Required work.
Among the entries below, find the lines with the word "Gregoria" and copy them.

Stored data
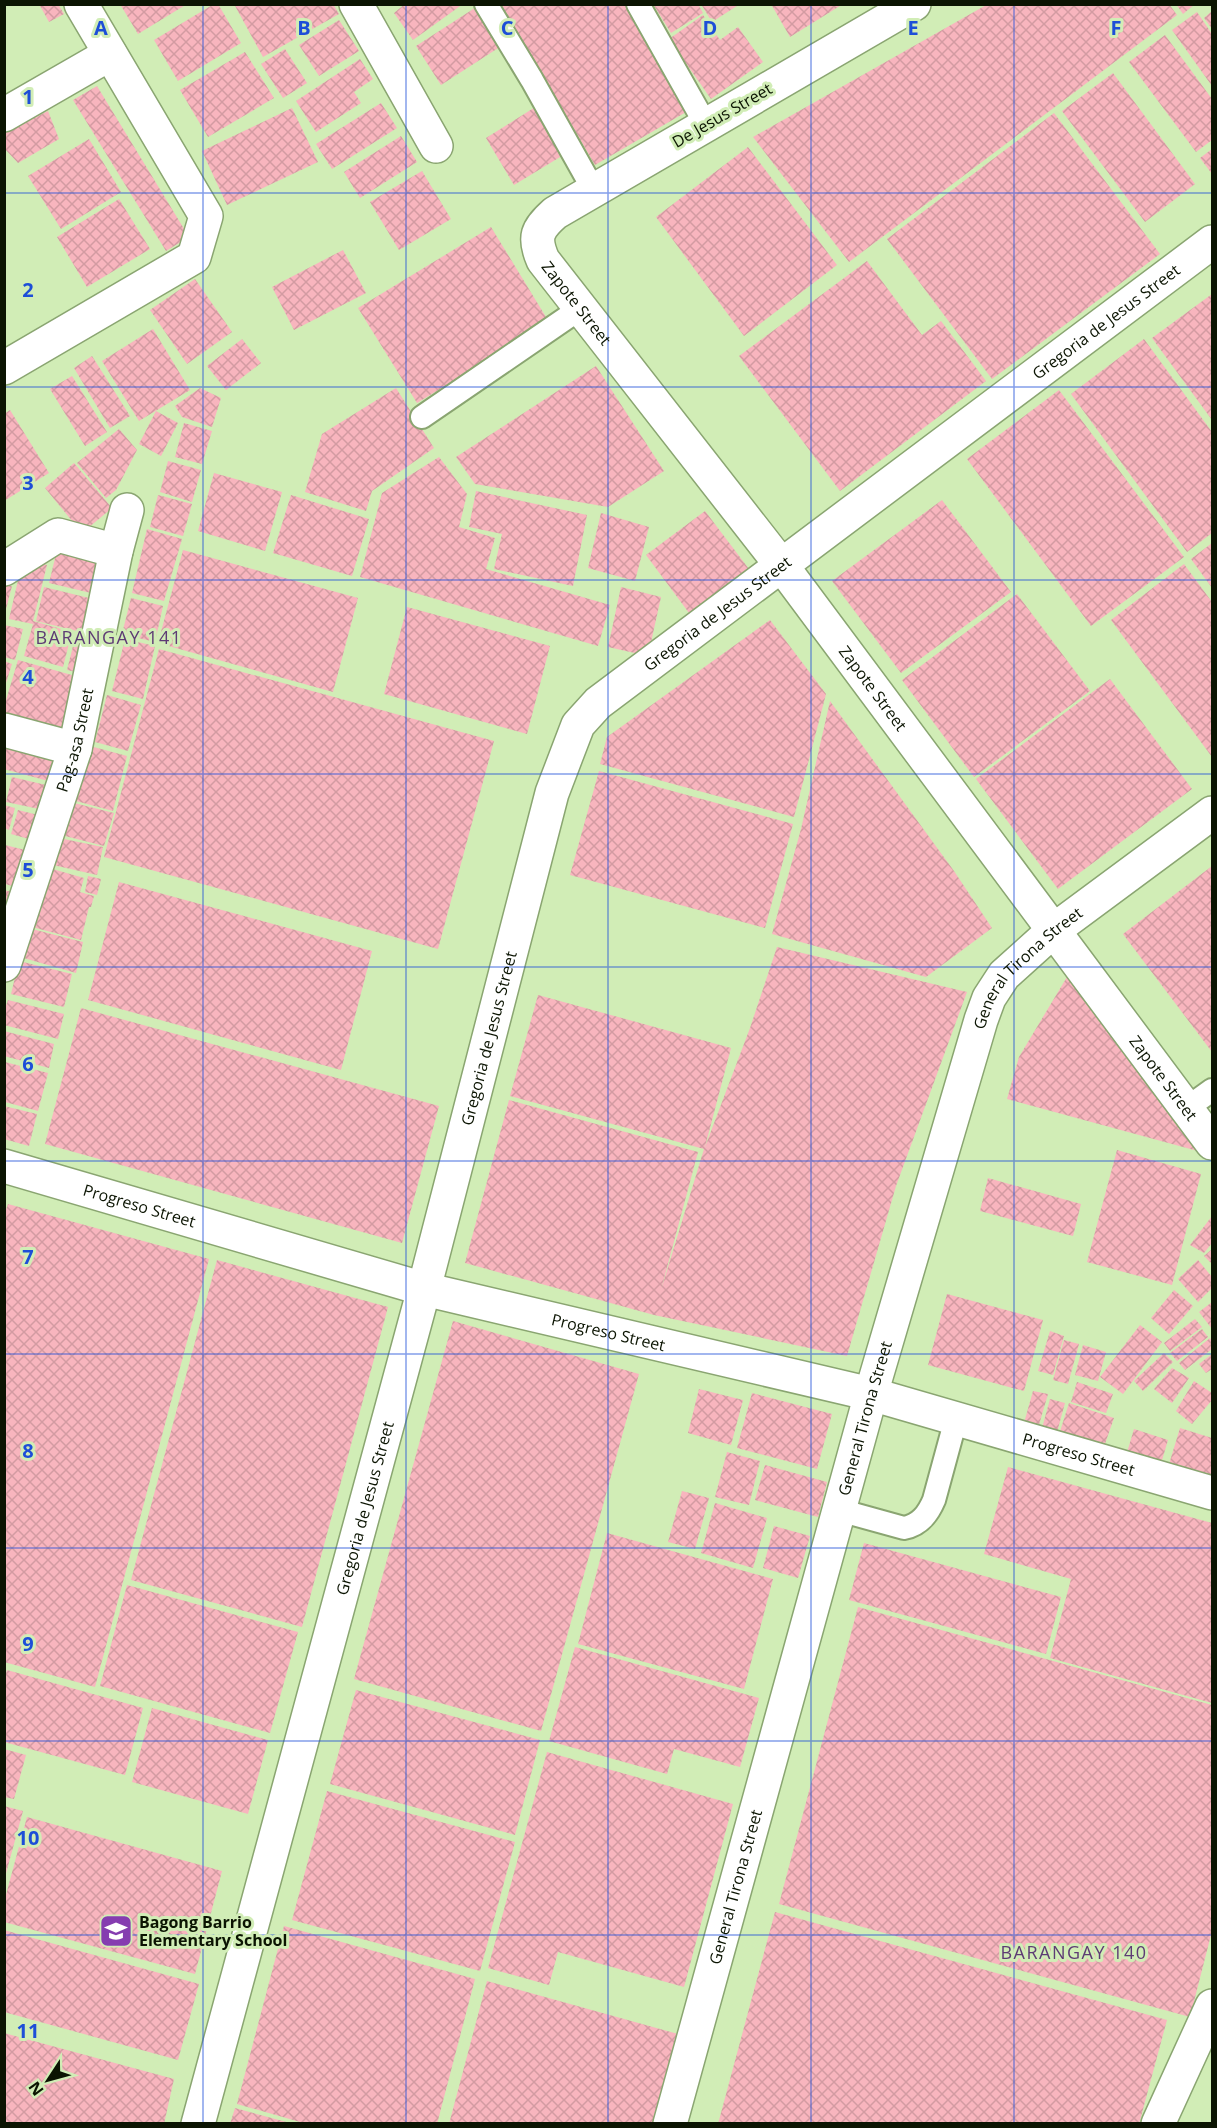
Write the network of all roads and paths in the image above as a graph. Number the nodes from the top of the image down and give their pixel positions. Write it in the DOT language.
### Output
graph roads {
  1 [pos="81,4"];
  2 [pos="356,4"];
  3 [pos="486,4"];
  4 [pos="638,4"];
  5 [pos="914,4"];
  6 [pos="881,13"];
  7 [pos="110,54"];
  8 [pos="4,115"];
  9 [pos="706,125"];
  10 [pos="436,146"];
  11 [pos="593,189"];
  12 [pos="537,234"];
  13 [pos="1212,242"];
  14 [pos="581,308"];
  15 [pos="4,368"];
  16 [pos="422,417"];
  17 [pos="127,510"];
  18 [pos="116,551"];
  19 [pos="782,566"];
  20 [pos="4,569"];
  21 [pos="4,730"];
  22 [pos="75,748"];
  23 [pos="1212,813"];
  24 [pos="1054,930"];
  25 [pos="4,965"];
  26 [pos="1200,1099"];
  27 [pos="1212,1143"];
  28 [pos="4,1166"];
  29 [pos="424,1289"];
  30 [pos="871,1394"];
  31 [pos="956,1419"];
  32 [pos="1212,1493"];
  33 [pos="839,1510"];
  34 [pos="1212,2006"];
  35 [pos="198,2124"];
  36 [pos="670,2124"];
  37 [pos="1158,2124"];
  1 -- 7 [label="street"];
  2 -- 10 [label="street"];
  3 -- 11 [label="lane"];
  4 -- 9 [label="lane"];
  5 -- 6 [label="street, De Jesus Street"];
  6 -- 9 [label="street, De Jesus Street"];
  7 -- 8 [label="street"];
  7 -- 15 [label="street"];
  9 -- 11 [label="street, De Jesus Street"];
  11 -- 12 [label="street, De Jesus Street"];
  12 -- 14 [label="street, Zapote Street"];
  13 -- 19 [label="street, Gregoria de Jesus Street"];
  14 -- 16 [label="lane"];
  14 -- 19 [label="street, Zapote Street"];
  17 -- 18 [label="street, Pag-asa Street"];
  18 -- 20 [label="street"];
  18 -- 22 [label="street, Pag-asa Street"];
  19 -- 24 [label="street, Zapote Street"];
  19 -- 29 [label="street, Gregoria de Jesus Street"];
  21 -- 22 [label="street"];
  22 -- 25 [label="street, Pag-asa Street"];
  23 -- 24 [label="street, General Tirona Street"];
  24 -- 26 [label="street, Zapote Street"];
  24 -- 30 [label="street, General Tirona Street"];
  26 -- 27 [label="street, Zapote Street"];
  28 -- 29 [label="street, Progreso Street"];
  29 -- 30 [label="street, Progreso Street"];
  29 -- 35 [label="street, Gregoria de Jesus Street"];
  30 -- 31 [label="street, Progreso Street"];
  30 -- 33 [label="street, General Tirona Street"];
  31 -- 32 [label="street, Progreso Street"];
  31 -- 33 [label="lane"];
  33 -- 36 [label="street, General Tirona Street"];
  34 -- 37 [label="street"];
}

Answer below.
  13 -- 19 [label="street, Gregoria de Jesus Street"];
  19 -- 29 [label="street, Gregoria de Jesus Street"];
  29 -- 35 [label="street, Gregoria de Jesus Street"];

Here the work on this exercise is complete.